_AVAILABLE DATA_.
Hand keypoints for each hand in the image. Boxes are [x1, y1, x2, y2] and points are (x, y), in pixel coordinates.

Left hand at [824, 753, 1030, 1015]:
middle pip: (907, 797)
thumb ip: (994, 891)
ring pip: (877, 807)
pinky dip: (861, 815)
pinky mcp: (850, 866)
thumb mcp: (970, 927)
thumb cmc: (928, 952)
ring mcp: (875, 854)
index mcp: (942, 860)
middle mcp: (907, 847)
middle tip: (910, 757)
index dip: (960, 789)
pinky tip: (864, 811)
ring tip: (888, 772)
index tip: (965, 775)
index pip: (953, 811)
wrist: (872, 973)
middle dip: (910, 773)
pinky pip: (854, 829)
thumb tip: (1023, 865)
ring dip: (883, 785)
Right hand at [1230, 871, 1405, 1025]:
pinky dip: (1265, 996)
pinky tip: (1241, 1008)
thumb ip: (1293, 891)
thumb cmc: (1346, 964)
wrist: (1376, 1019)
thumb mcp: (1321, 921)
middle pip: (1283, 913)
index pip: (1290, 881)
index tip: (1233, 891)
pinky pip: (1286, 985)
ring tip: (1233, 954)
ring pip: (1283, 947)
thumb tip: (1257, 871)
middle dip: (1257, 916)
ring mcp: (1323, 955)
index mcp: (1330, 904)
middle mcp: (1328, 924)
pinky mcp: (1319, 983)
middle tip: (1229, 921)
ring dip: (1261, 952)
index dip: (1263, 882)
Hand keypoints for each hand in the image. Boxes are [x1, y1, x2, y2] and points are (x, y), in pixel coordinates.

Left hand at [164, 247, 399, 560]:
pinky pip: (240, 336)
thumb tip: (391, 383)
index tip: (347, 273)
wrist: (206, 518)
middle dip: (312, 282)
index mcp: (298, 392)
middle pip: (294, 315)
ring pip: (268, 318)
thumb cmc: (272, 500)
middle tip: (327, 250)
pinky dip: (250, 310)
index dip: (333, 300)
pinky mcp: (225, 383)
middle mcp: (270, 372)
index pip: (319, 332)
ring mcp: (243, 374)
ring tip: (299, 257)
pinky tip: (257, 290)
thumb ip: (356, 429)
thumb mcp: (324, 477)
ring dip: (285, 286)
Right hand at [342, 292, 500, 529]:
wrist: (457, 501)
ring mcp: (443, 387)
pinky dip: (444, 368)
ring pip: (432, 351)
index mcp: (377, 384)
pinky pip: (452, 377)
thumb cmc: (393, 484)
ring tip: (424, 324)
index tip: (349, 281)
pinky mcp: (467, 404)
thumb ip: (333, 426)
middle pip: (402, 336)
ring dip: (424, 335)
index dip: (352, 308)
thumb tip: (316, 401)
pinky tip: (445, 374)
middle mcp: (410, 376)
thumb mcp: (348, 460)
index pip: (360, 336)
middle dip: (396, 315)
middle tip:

_TRY IT_.
The required answer is the run of lines above, starting at the line with "index pip: (1290, 881)" and ending at the line with "pinky mcp: (225, 383)", reproduced exactly with both ends.

_RESPONSE TO THIS EXERCISE_.
index pip: (1290, 881)
index tip: (1233, 891)
pinky pip: (1286, 985)
ring tip: (1233, 954)
ring pip: (1283, 947)
thumb tip: (1257, 871)
middle dip: (1257, 916)
ring mcp: (1323, 955)
index mcp: (1330, 904)
middle mcp: (1328, 924)
pinky mcp: (1319, 983)
middle tip: (1229, 921)
ring dip: (1261, 952)
index dip: (1263, 882)
Hand keypoints for each hand in the image. Boxes are [x1, y1, x2, y2] and points are (x, y), in pixel coordinates.

Left hand at [164, 247, 399, 560]:
pinky pip: (240, 336)
thumb tip: (391, 383)
index tip: (347, 273)
wrist: (206, 518)
middle dip: (312, 282)
index mcp: (298, 392)
middle pip: (294, 315)
ring pip: (268, 318)
thumb cmc: (272, 500)
middle tip: (327, 250)
pinky dip: (250, 310)
index dip: (333, 300)
pinky mcp: (225, 383)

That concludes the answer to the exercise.